Люди вышли на улицы. Впервые за много лет. Колонны, сливаясь с все новыми и новыми, с все большими и большими колонными плыли, разливаясь транспарантами и красными, красно-черными, черными и многоцветными знаменами. Ольга была в общей движущейся к Лубянке и Кремлю массе. Здесь были сотни тысяч. Это был всесильный, обезумевший от себя самого поток. И эта казавшаяся ей бесконечным неуправляемая никем река несла ее вперед. Кто вел ее эту стихию народного гнева? Ольга, не могла этого сказать. Она была членом ЦК партии, она отвечала за подготовку этих событий, она много лет работала ради вот такого солнечного дня свободы. Дня ветра и радости. Но она не знала, откуда взялась та сила, и та воля, что собрала здесь этих людей. Народ шел, не встречая никаких препятствий. Милиция, которую мэрия попыталась вывести на заграждение, просто пропустила его.

Ольга радовалась этому дню и глубоко вдыхала новый для нее воздух. Мир становился другим. Было невероятное, не виданное ей доселе ощущение свободы, полета и радости. Смешанный всеобщей политической стачкой ручей нес Ольгу к новым свершениям народной истории.

В разных частях города, у Думы, на Лубянке, возле памятника Маяковскому развернув свои знамена и наполнив небо ревущими голосами гнева, начались митинги. Потоки выступающих сменялись здесь один за другим то, вызывая бурный восторг, то, заставляя стаскивать себя с импровизированных трибун.

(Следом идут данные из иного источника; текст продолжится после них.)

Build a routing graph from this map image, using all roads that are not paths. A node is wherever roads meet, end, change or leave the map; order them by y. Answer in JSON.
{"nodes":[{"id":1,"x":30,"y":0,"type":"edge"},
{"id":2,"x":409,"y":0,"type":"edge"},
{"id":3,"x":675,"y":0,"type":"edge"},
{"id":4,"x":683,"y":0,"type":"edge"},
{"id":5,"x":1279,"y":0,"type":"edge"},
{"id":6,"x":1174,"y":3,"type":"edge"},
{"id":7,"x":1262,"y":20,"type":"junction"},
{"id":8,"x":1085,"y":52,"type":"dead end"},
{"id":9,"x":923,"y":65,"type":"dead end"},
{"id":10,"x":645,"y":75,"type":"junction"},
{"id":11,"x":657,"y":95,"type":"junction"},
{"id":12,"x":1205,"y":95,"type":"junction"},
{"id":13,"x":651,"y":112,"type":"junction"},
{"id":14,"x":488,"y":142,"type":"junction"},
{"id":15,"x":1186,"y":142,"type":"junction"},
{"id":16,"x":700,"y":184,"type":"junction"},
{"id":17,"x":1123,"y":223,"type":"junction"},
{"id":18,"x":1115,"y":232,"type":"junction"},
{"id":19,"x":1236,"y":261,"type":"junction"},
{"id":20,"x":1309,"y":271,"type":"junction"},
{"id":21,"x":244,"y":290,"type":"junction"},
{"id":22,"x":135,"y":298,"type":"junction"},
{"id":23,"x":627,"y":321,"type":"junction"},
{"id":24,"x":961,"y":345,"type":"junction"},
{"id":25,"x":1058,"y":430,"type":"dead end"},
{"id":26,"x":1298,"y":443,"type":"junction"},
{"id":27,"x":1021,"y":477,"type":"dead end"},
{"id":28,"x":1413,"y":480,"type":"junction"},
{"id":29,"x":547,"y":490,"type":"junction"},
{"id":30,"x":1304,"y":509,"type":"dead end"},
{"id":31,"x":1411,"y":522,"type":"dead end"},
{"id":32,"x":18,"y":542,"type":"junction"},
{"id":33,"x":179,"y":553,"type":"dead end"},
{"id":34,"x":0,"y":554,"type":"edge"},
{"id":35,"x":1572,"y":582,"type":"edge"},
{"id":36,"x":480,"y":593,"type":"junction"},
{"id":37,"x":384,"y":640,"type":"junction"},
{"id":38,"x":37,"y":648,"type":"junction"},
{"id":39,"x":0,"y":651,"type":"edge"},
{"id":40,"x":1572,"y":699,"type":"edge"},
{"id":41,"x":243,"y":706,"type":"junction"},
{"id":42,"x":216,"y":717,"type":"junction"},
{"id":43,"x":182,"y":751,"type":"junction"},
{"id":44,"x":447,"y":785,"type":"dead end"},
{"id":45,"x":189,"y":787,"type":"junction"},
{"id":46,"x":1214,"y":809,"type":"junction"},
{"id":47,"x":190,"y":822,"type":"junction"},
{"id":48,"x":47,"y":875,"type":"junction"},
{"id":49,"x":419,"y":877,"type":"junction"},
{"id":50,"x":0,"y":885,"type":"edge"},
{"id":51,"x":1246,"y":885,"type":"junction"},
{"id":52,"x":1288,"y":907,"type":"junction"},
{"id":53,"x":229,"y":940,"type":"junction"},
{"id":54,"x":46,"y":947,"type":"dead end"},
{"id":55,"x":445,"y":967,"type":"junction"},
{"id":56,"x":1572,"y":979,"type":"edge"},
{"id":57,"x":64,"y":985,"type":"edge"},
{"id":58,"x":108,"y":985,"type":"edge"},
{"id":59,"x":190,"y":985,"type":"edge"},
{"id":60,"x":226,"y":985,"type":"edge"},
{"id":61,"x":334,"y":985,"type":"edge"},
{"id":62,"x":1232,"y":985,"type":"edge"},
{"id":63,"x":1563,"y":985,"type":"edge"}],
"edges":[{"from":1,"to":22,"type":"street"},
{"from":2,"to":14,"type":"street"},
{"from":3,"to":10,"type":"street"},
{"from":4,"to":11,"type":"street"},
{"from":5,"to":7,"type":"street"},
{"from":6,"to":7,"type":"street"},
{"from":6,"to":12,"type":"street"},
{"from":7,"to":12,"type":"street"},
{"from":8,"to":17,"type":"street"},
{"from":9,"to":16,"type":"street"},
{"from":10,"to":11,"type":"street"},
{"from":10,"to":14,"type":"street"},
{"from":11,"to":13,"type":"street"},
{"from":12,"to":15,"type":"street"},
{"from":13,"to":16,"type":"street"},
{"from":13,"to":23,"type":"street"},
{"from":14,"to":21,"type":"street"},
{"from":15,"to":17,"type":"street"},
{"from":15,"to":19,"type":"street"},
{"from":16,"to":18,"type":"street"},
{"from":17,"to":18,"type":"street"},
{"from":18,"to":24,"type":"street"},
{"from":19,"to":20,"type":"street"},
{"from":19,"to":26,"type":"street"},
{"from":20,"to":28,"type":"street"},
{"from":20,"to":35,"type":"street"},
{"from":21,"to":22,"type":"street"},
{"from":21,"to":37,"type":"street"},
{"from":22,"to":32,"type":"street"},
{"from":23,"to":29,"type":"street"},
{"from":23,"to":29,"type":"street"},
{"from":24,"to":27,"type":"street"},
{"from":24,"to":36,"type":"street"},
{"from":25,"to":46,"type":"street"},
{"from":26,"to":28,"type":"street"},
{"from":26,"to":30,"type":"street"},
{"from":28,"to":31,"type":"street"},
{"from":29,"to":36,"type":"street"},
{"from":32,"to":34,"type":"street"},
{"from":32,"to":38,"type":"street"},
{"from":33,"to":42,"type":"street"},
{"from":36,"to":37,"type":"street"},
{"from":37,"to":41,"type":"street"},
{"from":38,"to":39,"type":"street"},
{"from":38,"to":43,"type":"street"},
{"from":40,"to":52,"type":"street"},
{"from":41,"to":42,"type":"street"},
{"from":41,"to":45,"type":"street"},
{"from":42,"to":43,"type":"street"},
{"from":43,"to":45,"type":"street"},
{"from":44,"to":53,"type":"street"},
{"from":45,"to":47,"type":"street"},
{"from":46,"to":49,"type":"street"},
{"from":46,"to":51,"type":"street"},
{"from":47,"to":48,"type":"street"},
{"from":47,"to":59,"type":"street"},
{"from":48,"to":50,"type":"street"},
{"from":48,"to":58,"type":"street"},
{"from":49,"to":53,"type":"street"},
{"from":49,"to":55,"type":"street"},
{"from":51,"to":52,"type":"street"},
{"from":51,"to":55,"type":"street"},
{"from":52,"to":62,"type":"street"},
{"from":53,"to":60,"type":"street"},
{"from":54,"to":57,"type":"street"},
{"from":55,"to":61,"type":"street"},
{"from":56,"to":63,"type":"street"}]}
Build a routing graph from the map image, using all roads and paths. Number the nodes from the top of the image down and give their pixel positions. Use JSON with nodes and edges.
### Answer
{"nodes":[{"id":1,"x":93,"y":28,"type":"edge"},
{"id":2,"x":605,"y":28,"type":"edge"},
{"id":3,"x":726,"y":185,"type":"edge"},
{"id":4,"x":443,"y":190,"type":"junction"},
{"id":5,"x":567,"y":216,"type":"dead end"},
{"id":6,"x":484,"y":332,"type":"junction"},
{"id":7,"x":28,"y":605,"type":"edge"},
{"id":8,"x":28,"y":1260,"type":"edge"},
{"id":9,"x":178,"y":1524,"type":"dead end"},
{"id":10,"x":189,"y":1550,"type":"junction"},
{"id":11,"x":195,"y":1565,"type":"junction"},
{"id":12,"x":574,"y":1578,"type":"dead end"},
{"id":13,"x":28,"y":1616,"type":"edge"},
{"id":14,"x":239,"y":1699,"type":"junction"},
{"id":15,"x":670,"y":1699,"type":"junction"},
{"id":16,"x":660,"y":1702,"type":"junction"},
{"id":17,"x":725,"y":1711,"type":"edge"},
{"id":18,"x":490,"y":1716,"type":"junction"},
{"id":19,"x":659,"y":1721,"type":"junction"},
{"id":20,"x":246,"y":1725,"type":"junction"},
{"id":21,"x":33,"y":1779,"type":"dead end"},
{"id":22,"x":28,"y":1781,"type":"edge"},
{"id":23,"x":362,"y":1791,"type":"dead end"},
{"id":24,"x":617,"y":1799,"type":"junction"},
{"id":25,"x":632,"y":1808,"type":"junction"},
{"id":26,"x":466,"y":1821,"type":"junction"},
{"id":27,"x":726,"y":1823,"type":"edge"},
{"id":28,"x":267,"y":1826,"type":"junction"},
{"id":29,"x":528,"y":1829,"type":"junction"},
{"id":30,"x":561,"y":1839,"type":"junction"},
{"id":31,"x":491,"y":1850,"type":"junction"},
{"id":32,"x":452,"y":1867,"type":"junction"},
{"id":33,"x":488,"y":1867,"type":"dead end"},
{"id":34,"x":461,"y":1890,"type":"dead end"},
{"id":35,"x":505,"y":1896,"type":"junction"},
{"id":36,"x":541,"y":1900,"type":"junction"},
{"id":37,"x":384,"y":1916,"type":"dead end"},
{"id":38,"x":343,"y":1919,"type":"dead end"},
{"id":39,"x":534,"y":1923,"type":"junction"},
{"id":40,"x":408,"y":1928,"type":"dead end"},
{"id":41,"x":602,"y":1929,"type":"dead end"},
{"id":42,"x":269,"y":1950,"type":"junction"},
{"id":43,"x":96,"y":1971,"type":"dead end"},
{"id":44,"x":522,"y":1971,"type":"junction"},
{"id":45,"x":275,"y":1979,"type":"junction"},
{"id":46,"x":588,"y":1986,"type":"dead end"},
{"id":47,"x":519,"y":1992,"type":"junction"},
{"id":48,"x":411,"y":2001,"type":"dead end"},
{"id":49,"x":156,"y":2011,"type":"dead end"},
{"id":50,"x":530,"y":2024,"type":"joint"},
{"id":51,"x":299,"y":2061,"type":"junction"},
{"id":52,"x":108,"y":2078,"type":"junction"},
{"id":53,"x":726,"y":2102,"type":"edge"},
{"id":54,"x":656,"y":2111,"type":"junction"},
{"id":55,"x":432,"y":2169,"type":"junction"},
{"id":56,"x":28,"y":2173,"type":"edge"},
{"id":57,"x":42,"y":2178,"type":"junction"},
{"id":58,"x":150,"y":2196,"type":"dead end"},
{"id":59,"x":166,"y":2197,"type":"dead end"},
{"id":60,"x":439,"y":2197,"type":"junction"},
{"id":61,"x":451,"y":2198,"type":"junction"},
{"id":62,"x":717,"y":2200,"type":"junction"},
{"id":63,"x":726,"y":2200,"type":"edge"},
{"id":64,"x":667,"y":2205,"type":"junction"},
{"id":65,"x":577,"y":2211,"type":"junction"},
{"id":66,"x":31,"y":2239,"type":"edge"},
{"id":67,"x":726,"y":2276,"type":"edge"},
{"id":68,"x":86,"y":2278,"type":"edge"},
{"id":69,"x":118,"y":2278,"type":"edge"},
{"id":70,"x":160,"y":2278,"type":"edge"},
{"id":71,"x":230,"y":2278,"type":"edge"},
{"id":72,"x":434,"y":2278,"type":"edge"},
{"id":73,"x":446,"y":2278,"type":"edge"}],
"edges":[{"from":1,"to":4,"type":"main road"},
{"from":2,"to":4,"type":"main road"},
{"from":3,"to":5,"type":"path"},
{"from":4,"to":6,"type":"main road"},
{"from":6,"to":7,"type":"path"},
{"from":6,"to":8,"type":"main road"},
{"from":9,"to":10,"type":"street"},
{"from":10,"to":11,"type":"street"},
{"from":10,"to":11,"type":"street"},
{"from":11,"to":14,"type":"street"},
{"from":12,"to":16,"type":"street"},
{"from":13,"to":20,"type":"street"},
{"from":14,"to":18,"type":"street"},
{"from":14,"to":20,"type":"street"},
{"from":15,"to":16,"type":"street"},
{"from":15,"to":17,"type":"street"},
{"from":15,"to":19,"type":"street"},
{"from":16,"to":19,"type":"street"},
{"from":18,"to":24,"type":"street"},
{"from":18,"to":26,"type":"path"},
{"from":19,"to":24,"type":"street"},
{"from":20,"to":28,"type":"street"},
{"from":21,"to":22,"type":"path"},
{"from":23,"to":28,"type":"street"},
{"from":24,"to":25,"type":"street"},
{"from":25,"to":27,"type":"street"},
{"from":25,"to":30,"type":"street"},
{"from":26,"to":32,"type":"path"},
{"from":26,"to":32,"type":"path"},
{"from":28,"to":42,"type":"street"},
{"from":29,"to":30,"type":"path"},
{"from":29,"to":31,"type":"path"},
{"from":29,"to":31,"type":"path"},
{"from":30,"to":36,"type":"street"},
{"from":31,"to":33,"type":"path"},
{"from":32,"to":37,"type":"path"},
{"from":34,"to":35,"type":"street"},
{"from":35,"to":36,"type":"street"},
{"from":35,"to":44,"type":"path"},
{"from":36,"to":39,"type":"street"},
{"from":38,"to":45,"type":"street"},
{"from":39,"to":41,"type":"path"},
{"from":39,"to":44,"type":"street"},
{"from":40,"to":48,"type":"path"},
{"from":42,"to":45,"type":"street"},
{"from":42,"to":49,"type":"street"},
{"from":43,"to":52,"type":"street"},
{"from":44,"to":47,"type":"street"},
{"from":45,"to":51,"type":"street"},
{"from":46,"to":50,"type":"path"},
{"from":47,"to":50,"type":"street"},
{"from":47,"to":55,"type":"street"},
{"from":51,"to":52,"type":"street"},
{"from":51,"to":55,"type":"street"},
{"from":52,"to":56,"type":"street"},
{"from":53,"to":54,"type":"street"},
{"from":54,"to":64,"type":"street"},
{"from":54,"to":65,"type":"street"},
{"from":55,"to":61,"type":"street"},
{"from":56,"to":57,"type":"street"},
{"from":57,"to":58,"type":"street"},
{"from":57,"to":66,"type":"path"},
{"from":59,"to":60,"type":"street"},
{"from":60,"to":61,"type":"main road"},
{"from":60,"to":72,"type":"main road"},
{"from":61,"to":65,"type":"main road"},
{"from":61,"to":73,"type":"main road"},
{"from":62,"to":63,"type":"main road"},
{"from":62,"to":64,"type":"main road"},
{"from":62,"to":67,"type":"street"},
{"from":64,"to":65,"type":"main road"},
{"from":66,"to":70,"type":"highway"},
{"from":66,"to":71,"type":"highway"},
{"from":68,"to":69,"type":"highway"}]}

Возле Государственной Думы к народу вышел лидер Народно-патриотической партии Сергей Андреевич Райский. Он поддержал все требования трудящихся и заявил, что будет добиваться их удовлетворения. Его выступление люди встретили хорошо. Многие его любили за прямую, пускай порой и не умную, но как казалось оппозиционную позицию. Райский был позер и позер умелый, осторожный националист, аккуратный поборник доброй традиции он всегда указывал на истинно народные корни русской государственности и считал, что власть должна думать о людях. По крайней мере, такое было о нем мнение.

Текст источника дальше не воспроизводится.